**Recorded data:**

*** Begin section ***

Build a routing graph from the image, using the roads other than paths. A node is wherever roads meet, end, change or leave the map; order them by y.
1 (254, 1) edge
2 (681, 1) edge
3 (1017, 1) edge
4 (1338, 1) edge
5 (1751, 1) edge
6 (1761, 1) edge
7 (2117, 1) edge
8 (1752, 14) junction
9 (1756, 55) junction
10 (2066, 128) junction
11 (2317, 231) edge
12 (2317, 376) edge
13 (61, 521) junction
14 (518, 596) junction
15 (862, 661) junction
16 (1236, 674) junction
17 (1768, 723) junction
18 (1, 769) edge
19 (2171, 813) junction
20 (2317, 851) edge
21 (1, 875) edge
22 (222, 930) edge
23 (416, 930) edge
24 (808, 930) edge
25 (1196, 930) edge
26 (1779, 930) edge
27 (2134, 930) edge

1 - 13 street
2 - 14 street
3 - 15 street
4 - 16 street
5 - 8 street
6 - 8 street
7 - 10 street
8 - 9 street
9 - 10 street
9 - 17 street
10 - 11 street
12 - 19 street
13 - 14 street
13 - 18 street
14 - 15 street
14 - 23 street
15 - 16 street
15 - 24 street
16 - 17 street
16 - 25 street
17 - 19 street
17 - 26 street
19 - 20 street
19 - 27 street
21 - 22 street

*** End section ***
*** Begin section ***

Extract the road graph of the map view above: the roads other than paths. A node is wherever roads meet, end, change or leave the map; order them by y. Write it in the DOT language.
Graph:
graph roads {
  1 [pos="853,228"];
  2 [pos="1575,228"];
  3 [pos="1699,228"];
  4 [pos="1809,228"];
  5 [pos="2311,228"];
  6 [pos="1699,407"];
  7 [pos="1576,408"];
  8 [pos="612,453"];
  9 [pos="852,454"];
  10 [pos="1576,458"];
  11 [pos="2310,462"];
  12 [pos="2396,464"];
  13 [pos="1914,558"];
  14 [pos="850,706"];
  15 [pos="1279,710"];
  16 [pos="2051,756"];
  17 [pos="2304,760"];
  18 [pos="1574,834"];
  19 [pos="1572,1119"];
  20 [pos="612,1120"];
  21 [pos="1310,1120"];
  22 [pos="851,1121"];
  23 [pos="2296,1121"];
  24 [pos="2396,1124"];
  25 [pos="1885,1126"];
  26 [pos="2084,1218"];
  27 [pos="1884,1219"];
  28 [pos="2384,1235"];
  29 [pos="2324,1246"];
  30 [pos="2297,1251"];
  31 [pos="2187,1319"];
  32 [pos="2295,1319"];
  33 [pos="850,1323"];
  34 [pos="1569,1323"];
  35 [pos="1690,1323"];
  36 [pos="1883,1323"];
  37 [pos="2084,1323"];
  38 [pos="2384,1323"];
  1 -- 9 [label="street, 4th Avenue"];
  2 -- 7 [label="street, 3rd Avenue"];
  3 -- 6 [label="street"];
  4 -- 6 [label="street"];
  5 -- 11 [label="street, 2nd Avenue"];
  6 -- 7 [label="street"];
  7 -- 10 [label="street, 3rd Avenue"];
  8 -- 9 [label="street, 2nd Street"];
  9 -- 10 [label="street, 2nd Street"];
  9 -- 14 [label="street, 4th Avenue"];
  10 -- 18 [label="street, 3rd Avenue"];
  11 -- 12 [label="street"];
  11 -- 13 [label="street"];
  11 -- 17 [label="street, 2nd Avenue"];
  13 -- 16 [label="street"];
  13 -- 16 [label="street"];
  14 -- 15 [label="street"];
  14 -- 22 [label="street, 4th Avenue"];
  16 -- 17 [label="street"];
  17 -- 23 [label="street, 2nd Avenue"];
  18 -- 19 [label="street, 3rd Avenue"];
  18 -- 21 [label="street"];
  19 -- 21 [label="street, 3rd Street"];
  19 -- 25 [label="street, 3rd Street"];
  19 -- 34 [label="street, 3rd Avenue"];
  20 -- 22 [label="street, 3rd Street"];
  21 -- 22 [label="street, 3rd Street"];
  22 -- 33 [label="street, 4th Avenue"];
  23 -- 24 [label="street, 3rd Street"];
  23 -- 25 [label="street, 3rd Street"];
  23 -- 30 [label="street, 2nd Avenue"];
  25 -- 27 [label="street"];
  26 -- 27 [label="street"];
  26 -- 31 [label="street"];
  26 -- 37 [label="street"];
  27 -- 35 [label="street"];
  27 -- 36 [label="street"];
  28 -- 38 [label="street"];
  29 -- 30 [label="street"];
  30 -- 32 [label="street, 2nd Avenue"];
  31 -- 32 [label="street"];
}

*** End section ***
*** Begin section ***

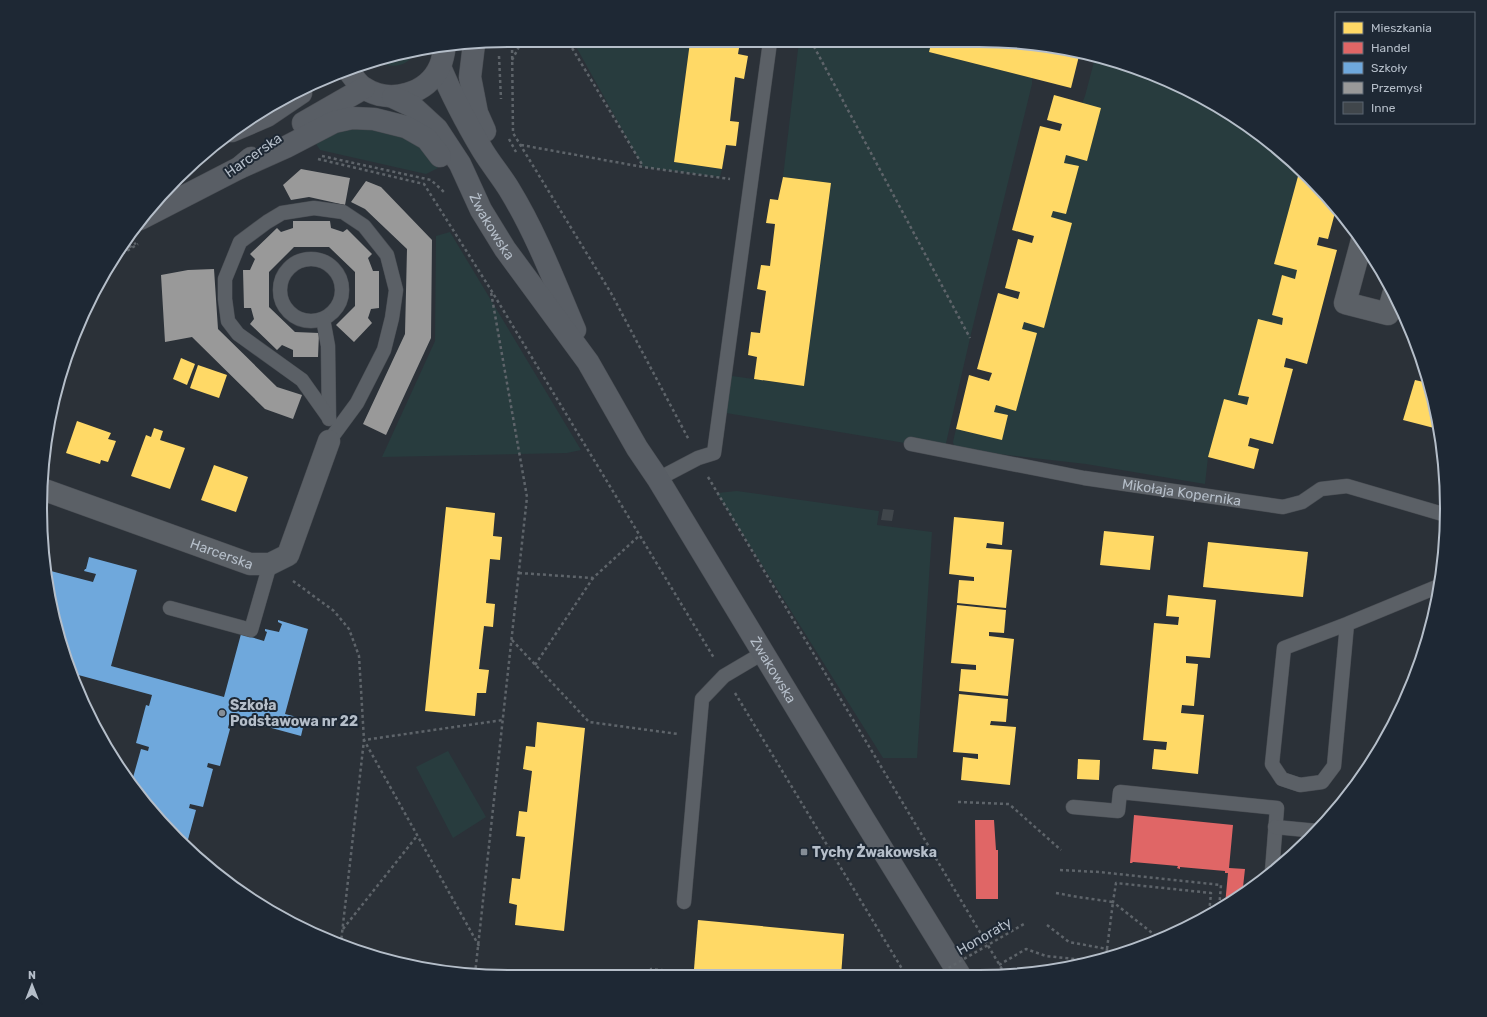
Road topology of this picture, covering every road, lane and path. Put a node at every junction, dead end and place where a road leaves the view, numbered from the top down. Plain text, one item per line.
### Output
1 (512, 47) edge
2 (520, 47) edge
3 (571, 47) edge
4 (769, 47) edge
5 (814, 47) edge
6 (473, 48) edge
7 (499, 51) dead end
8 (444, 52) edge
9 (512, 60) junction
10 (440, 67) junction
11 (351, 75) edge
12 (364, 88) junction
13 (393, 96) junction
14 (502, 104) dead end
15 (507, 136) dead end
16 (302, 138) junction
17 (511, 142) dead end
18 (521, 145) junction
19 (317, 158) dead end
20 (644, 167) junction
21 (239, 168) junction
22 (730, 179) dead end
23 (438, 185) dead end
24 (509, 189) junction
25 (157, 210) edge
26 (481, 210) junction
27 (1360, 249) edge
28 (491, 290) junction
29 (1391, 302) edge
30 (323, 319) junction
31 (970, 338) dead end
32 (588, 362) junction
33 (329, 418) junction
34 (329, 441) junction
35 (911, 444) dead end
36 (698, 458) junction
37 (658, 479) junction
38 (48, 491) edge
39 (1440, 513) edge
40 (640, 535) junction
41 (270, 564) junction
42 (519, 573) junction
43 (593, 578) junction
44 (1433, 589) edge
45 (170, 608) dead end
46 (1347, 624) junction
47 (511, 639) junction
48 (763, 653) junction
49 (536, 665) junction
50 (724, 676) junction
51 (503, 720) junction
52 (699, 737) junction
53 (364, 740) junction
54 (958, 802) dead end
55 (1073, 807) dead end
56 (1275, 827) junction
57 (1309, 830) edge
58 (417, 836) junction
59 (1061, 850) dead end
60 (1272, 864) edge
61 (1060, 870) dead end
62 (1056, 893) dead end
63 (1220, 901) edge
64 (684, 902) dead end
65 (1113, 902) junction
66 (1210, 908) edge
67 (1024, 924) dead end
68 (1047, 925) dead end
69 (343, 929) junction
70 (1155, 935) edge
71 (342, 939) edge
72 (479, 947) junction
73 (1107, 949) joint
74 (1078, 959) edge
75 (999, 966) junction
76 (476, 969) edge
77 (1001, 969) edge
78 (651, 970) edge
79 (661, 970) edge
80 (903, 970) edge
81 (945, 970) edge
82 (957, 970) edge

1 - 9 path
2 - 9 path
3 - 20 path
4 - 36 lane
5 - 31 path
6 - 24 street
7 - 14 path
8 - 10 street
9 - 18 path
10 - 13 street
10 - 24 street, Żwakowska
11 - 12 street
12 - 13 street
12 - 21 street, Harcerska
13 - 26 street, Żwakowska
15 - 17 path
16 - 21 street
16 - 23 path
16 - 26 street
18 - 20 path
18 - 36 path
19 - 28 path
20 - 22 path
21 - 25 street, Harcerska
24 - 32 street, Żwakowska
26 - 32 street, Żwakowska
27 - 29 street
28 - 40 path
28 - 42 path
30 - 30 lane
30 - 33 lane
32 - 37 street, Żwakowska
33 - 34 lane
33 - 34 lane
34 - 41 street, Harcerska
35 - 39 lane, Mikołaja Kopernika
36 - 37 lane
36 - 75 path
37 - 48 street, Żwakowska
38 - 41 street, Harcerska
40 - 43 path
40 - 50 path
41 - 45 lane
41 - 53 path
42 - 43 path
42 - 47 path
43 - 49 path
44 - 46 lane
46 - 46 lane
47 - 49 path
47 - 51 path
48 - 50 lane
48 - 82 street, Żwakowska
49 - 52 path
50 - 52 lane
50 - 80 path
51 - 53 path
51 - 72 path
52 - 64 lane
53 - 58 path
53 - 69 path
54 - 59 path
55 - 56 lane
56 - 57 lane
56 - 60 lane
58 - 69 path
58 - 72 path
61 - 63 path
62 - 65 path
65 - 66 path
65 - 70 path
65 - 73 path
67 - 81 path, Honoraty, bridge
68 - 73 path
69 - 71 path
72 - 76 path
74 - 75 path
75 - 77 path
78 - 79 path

*** End section ***

**Activity:**
Determine which lines above include the word "view", and report those lines in full.

**Written response:**
Extract the road graph of the map view above: the roads other than paths. A node is wherever roads meet, end, change or leave the map; order them by y. Write it in the DOT language.
Road topology of this picture, covering every road, lane and path. Put a node at every junction, dead end and place where a road leaves the view, numbered from the top down. Plain text, one item per line.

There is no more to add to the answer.